Zendesk often releases new features and enhancements. Keeping up can be a challenge, but our experts are here to break down what’s new and what it really means for your operations. Here’s our take on a recent update from June 2026.
A Small but Mighty Update: Why Zendesk’s New Requester Email View Condition Matters
What We Think:
Zendesk has rolled out the ability to filter tickets in views using the requester’s email address. Our verdict? This is a simple, long-overdue quality-of-life improvement that solves a common administrative headache. While it’s not a groundbreaking new platform, it directly addresses a frustrating gap in view functionality that often forced admins into creating clunky, unnecessary workarounds. It’s a definite win for anyone who values a clean, efficient Zendesk setup.
The Reality Check: Cutting Through the Jargon
Let’s get straight to the point. For years, if you wanted to create a view to isolate tickets from a *specific* person, it was surprisingly difficult. You could filter by their name (unreliable if multiple people have the same name), their organisation, or other custom fields. The most common workaround was to create a trigger that added a unique tag to tickets from a certain email address, and then build your view based on that tag. It worked, but it was messy and added extra layers of configuration to maintain.
This announcement changes that. Zendesk is adding a new option to the Zendesk view conditions. You can now go to your view conditions, select `Requester > Email`, and use the operators `Is` or `Is not` to specify an exact email address.
Crucially, Zendesk has also included email format validation. This means if you accidentally type “jane.doe@com” instead of “jane.doe@company.com”, Zendesk will flag it before you can save the view. It’s a small but thoughtful touch that prevents broken views caused by simple typos.
Our Expert Opinion: The Real-World Impact
This is where a seemingly minor feature reveals its true value. The operational impact of being able to filter directly by email is significant, primarily because it simplifies workflows and cleans up your instance. Let’s break down the use cases we’re most excited about.
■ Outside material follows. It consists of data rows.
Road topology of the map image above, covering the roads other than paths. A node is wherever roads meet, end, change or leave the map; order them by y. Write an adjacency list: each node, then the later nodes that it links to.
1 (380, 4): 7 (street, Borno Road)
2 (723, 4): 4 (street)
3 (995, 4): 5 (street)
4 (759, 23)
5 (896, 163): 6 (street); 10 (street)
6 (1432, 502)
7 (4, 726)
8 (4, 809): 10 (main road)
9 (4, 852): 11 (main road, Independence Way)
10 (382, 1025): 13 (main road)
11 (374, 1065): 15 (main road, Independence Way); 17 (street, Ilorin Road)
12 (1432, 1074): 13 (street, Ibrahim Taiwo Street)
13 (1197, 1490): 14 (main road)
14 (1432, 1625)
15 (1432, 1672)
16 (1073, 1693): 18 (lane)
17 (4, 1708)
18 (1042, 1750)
Isolating VIPs and Key Accounts
Imagine the CEO of your most important client sends in a ticket. You want that ticket to be seen immediately by a specific team. Previously, you’d need to ensure that user’s profile was tagged as “VIP” or that they belonged to a “Key_Account” organisation. Now, you can create a dedicated view with the condition: `Requester: email | Is | ceo@keyclient.com`. It’s direct, foolproof, and doesn’t rely on other profile data being perfectly maintained.
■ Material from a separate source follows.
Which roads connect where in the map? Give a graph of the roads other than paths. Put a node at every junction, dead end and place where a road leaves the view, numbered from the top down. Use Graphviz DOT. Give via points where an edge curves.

Excluding Noise and Automated Systems
The `Is not` operator is just as powerful. Many businesses receive automated notifications, out-of-office replies, or other system-generated emails that create tickets. While you should have broader rules to catch spam, sometimes specific, legitimate systems can clutter your queues. You can now easily create a view that filters out this noise without complex rules. For example, a view for your Tier 1 team could include `Requester: email | Is not | monitoring-alerts@your-saas-tool.com` to keep their queue focused on human-generated requests.
Streamlining Testing and Internal Workflows
When you’re testing new triggers or workflows, you often submit test tickets yourself. Creating a view to see only your own test tickets used to require tagging yourself or some other workaround. Now, it’s as simple as setting up a personal view with `Requester: email | Is | your.name@yourcompany.com`. This provides a clean, isolated space to validate your configuration changes without impacting live queues.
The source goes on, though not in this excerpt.